Top of DATA

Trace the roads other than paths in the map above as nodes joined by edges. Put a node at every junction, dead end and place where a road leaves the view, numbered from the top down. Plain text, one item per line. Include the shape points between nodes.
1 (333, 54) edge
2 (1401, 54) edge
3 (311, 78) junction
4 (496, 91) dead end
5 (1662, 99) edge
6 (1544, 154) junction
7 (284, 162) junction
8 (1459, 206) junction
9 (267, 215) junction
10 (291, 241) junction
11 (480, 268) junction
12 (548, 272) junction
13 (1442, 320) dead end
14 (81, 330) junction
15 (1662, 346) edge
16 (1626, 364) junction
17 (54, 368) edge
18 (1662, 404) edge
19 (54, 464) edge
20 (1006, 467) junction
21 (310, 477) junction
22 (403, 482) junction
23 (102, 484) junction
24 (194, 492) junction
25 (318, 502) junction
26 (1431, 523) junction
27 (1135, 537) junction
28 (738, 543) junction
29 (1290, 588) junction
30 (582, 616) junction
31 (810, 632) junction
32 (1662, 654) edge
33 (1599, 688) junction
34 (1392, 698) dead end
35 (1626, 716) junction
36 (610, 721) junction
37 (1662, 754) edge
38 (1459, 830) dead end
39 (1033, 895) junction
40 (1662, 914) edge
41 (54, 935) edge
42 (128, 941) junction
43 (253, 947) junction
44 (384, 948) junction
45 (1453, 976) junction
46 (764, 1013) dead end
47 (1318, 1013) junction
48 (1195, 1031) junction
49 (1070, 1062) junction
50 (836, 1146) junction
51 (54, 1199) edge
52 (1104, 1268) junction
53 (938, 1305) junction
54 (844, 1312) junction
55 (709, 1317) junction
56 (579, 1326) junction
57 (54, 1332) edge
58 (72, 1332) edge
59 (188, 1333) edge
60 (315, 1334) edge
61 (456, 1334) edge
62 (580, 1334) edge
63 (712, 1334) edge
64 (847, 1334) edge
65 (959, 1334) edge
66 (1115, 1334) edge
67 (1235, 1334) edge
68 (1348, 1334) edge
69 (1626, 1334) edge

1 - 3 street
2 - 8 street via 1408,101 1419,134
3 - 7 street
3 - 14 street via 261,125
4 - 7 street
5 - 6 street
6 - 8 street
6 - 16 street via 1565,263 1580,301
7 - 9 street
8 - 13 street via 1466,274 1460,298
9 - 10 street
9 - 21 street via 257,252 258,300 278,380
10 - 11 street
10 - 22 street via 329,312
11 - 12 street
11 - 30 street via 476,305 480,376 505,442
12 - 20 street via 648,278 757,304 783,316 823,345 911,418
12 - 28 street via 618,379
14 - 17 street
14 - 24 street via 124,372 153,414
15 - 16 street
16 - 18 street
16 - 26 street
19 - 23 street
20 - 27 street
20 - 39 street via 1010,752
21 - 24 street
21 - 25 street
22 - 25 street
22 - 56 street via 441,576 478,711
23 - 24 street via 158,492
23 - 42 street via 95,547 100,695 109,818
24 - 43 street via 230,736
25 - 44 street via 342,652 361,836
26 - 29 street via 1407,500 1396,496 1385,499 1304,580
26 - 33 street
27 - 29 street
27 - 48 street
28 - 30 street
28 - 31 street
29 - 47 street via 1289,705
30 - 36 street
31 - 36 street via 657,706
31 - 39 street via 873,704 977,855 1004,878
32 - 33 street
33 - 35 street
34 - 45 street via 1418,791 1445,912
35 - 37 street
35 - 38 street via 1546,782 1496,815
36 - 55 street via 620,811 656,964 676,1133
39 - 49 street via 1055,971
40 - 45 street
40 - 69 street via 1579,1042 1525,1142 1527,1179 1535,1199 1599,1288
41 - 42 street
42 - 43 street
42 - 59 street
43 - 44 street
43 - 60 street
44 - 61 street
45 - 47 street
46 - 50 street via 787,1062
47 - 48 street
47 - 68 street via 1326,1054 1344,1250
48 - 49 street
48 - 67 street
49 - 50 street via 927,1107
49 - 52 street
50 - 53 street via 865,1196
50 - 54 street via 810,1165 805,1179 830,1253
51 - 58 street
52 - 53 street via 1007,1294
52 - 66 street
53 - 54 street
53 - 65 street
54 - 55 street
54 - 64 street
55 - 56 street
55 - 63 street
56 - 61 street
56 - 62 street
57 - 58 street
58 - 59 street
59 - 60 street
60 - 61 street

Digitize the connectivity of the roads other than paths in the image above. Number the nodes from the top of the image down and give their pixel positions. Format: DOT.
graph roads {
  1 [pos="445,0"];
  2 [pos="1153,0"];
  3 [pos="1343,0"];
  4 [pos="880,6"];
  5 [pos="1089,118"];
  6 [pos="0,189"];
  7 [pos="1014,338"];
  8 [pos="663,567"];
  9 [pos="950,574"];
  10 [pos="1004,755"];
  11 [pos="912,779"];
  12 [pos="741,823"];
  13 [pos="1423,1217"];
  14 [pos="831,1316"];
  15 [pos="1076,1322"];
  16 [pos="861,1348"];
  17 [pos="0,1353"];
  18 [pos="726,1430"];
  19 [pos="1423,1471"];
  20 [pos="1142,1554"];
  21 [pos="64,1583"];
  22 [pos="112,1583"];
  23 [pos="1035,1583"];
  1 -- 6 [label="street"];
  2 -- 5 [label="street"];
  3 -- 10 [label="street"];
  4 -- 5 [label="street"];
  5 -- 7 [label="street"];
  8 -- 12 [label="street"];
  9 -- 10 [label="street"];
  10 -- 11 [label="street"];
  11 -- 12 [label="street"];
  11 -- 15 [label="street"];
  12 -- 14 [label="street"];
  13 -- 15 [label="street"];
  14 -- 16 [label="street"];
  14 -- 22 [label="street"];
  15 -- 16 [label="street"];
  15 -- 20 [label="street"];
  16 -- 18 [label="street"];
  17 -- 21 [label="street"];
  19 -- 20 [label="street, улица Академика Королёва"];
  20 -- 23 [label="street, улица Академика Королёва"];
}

Bottom of DATA

## WHAT TO DO
Each entry above should be retyped exactly, with nothing missed.

## ANSWER TO THIS PROBLEM
Trace the roads other than paths in the map above as nodes joined by edges. Put a node at every junction, dead end and place where a road leaves the view, numbered from the top down. Plain text, one item per line. Include the shape points between nodes.
1 (333, 54) edge
2 (1401, 54) edge
3 (311, 78) junction
4 (496, 91) dead end
5 (1662, 99) edge
6 (1544, 154) junction
7 (284, 162) junction
8 (1459, 206) junction
9 (267, 215) junction
10 (291, 241) junction
11 (480, 268) junction
12 (548, 272) junction
13 (1442, 320) dead end
14 (81, 330) junction
15 (1662, 346) edge
16 (1626, 364) junction
17 (54, 368) edge
18 (1662, 404) edge
19 (54, 464) edge
20 (1006, 467) junction
21 (310, 477) junction
22 (403, 482) junction
23 (102, 484) junction
24 (194, 492) junction
25 (318, 502) junction
26 (1431, 523) junction
27 (1135, 537) junction
28 (738, 543) junction
29 (1290, 588) junction
30 (582, 616) junction
31 (810, 632) junction
32 (1662, 654) edge
33 (1599, 688) junction
34 (1392, 698) dead end
35 (1626, 716) junction
36 (610, 721) junction
37 (1662, 754) edge
38 (1459, 830) dead end
39 (1033, 895) junction
40 (1662, 914) edge
41 (54, 935) edge
42 (128, 941) junction
43 (253, 947) junction
44 (384, 948) junction
45 (1453, 976) junction
46 (764, 1013) dead end
47 (1318, 1013) junction
48 (1195, 1031) junction
49 (1070, 1062) junction
50 (836, 1146) junction
51 (54, 1199) edge
52 (1104, 1268) junction
53 (938, 1305) junction
54 (844, 1312) junction
55 (709, 1317) junction
56 (579, 1326) junction
57 (54, 1332) edge
58 (72, 1332) edge
59 (188, 1333) edge
60 (315, 1334) edge
61 (456, 1334) edge
62 (580, 1334) edge
63 (712, 1334) edge
64 (847, 1334) edge
65 (959, 1334) edge
66 (1115, 1334) edge
67 (1235, 1334) edge
68 (1348, 1334) edge
69 (1626, 1334) edge

1 - 3 street
2 - 8 street via 1408,101 1419,134
3 - 7 street
3 - 14 street via 261,125
4 - 7 street
5 - 6 street
6 - 8 street
6 - 16 street via 1565,263 1580,301
7 - 9 street
8 - 13 street via 1466,274 1460,298
9 - 10 street
9 - 21 street via 257,252 258,300 278,380
10 - 11 street
10 - 22 street via 329,312
11 - 12 street
11 - 30 street via 476,305 480,376 505,442
12 - 20 street via 648,278 757,304 783,316 823,345 911,418
12 - 28 street via 618,379
14 - 17 street
14 - 24 street via 124,372 153,414
15 - 16 street
16 - 18 street
16 - 26 street
19 - 23 street
20 - 27 street
20 - 39 street via 1010,752
21 - 24 street
21 - 25 street
22 - 25 street
22 - 56 street via 441,576 478,711
23 - 24 street via 158,492
23 - 42 street via 95,547 100,695 109,818
24 - 43 street via 230,736
25 - 44 street via 342,652 361,836
26 - 29 street via 1407,500 1396,496 1385,499 1304,580
26 - 33 street
27 - 29 street
27 - 48 street
28 - 30 street
28 - 31 street
29 - 47 street via 1289,705
30 - 36 street
31 - 36 street via 657,706
31 - 39 street via 873,704 977,855 1004,878
32 - 33 street
33 - 35 street
34 - 45 street via 1418,791 1445,912
35 - 37 street
35 - 38 street via 1546,782 1496,815
36 - 55 street via 620,811 656,964 676,1133
39 - 49 street via 1055,971
40 - 45 street
40 - 69 street via 1579,1042 1525,1142 1527,1179 1535,1199 1599,1288
41 - 42 street
42 - 43 street
42 - 59 street
43 - 44 street
43 - 60 street
44 - 61 street
45 - 47 street
46 - 50 street via 787,1062
47 - 48 street
47 - 68 street via 1326,1054 1344,1250
48 - 49 street
48 - 67 street
49 - 50 street via 927,1107
49 - 52 street
50 - 53 street via 865,1196
50 - 54 street via 810,1165 805,1179 830,1253
51 - 58 street
52 - 53 street via 1007,1294
52 - 66 street
53 - 54 street
53 - 65 street
54 - 55 street
54 - 64 street
55 - 56 street
55 - 63 street
56 - 61 street
56 - 62 street
57 - 58 street
58 - 59 street
59 - 60 street
60 - 61 street

Digitize the connectivity of the roads other than paths in the image above. Number the nodes from the top of the image down and give their pixel positions. Format: DOT.
graph roads {
  1 [pos="445,0"];
  2 [pos="1153,0"];
  3 [pos="1343,0"];
  4 [pos="880,6"];
  5 [pos="1089,118"];
  6 [pos="0,189"];
  7 [pos="1014,338"];
  8 [pos="663,567"];
  9 [pos="950,574"];
  10 [pos="1004,755"];
  11 [pos="912,779"];
  12 [pos="741,823"];
  13 [pos="1423,1217"];
  14 [pos="831,1316"];
  15 [pos="1076,1322"];
  16 [pos="861,1348"];
  17 [pos="0,1353"];
  18 [pos="726,1430"];
  19 [pos="1423,1471"];
  20 [pos="1142,1554"];
  21 [pos="64,1583"];
  22 [pos="112,1583"];
  23 [pos="1035,1583"];
  1 -- 6 [label="street"];
  2 -- 5 [label="street"];
  3 -- 10 [label="street"];
  4 -- 5 [label="street"];
  5 -- 7 [label="street"];
  8 -- 12 [label="street"];
  9 -- 10 [label="street"];
  10 -- 11 [label="street"];
  11 -- 12 [label="street"];
  11 -- 15 [label="street"];
  12 -- 14 [label="street"];
  13 -- 15 [label="street"];
  14 -- 16 [label="street"];
  14 -- 22 [label="street"];
  15 -- 16 [label="street"];
  15 -- 20 [label="street"];
  16 -- 18 [label="street"];
  17 -- 21 [label="street"];
  19 -- 20 [label="street, улица Академика Королёва"];
  20 -- 23 [label="street, улица Академика Королёва"];
}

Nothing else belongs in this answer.